[SUPPLIED MATERIAL — start]

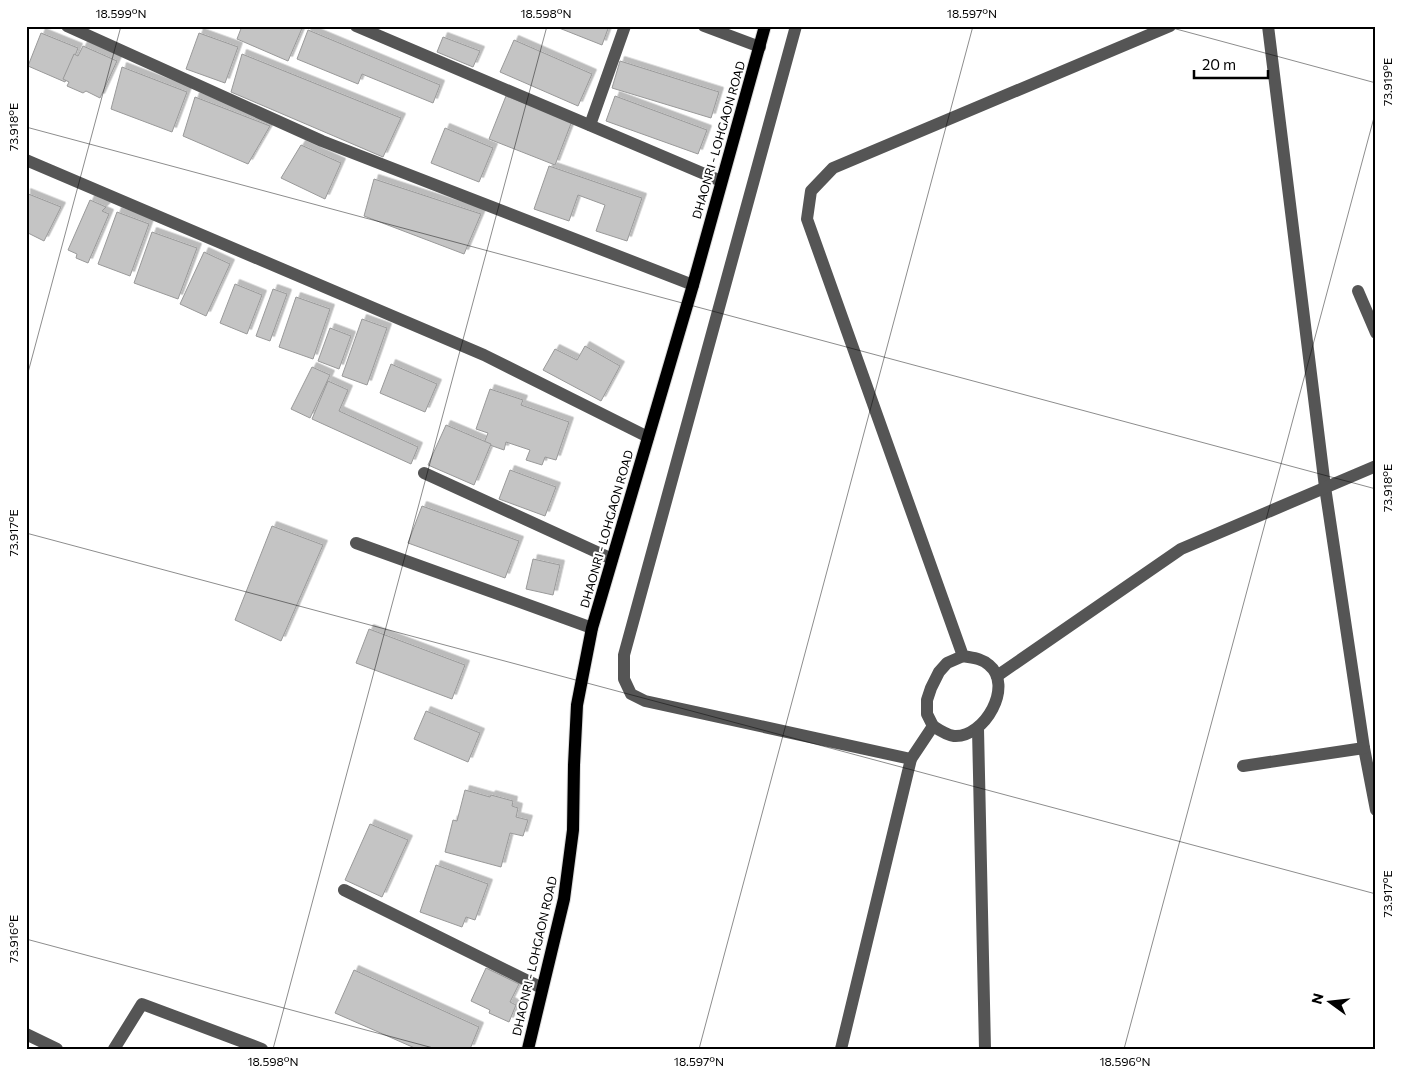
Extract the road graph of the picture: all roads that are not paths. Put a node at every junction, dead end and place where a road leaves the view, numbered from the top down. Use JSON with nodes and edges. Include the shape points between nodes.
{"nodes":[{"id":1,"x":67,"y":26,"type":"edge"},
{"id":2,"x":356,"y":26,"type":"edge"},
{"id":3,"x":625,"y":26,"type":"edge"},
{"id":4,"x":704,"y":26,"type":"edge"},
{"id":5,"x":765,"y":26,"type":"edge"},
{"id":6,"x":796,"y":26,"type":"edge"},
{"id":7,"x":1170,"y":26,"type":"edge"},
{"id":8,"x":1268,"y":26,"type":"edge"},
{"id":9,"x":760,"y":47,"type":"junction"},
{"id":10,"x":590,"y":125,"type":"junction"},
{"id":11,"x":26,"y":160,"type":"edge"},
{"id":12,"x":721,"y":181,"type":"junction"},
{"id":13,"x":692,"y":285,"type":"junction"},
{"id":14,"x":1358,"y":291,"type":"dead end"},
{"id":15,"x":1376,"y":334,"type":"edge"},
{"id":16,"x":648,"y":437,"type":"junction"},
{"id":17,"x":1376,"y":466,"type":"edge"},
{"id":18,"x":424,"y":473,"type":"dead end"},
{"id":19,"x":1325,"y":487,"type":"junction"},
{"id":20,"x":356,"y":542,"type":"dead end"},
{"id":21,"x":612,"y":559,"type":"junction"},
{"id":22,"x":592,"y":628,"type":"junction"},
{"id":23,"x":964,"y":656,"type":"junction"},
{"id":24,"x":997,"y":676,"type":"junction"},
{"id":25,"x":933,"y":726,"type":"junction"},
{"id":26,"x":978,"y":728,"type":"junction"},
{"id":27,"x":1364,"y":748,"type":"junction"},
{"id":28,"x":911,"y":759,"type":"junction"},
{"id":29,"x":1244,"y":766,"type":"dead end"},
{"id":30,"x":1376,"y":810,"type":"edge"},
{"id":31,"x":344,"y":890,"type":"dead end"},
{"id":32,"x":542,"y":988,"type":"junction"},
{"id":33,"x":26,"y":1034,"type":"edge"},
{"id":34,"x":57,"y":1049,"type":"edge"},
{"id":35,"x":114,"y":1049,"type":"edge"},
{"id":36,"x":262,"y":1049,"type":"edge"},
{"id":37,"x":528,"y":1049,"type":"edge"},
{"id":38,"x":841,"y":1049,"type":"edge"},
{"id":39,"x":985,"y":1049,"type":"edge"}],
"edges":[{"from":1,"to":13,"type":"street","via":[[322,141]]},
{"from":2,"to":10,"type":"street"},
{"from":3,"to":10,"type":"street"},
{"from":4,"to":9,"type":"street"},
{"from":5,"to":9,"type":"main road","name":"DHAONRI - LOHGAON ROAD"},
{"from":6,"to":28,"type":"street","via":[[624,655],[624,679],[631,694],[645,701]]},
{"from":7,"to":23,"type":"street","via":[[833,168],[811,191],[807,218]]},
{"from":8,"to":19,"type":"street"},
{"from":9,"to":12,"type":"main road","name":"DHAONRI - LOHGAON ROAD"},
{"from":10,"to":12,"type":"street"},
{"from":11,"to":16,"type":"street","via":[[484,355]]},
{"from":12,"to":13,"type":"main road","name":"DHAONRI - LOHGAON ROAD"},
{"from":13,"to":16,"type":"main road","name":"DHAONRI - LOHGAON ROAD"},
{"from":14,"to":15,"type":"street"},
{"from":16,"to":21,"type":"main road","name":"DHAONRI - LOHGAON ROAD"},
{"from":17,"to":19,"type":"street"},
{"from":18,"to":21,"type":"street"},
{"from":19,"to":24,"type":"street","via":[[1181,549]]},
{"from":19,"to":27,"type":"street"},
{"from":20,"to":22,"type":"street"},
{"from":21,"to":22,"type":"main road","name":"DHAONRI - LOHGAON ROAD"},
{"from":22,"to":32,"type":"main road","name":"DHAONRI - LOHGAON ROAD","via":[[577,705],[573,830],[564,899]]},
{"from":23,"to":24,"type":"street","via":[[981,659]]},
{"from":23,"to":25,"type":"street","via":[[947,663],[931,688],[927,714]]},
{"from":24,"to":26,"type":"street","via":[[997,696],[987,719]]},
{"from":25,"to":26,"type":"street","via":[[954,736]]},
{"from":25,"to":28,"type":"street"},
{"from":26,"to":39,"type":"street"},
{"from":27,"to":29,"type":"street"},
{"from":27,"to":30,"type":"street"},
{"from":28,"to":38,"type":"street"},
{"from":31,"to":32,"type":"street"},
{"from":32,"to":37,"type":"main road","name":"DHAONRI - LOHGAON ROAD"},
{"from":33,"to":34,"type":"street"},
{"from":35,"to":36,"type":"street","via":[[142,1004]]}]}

[SUPPLIED MATERIAL — finish]

» HOW TO COMPLETE THIS TASK: Only the lines that contain the string "name" should be copied from the entries above.

» WRITTEN SOLUTION:
{"from":5,"to":9,"type":"main road","name":"DHAONRI - LOHGAON ROAD"},
{"from":9,"to":12,"type":"main road","name":"DHAONRI - LOHGAON ROAD"},
{"from":12,"to":13,"type":"main road","name":"DHAONRI - LOHGAON ROAD"},
{"from":13,"to":16,"type":"main road","name":"DHAONRI - LOHGAON ROAD"},
{"from":16,"to":21,"type":"main road","name":"DHAONRI - LOHGAON ROAD"},
{"from":21,"to":22,"type":"main road","name":"DHAONRI - LOHGAON ROAD"},
{"from":22,"to":32,"type":"main road","name":"DHAONRI - LOHGAON ROAD","via":[[577,705],[573,830],[564,899]]},
{"from":32,"to":37,"type":"main road","name":"DHAONRI - LOHGAON ROAD"},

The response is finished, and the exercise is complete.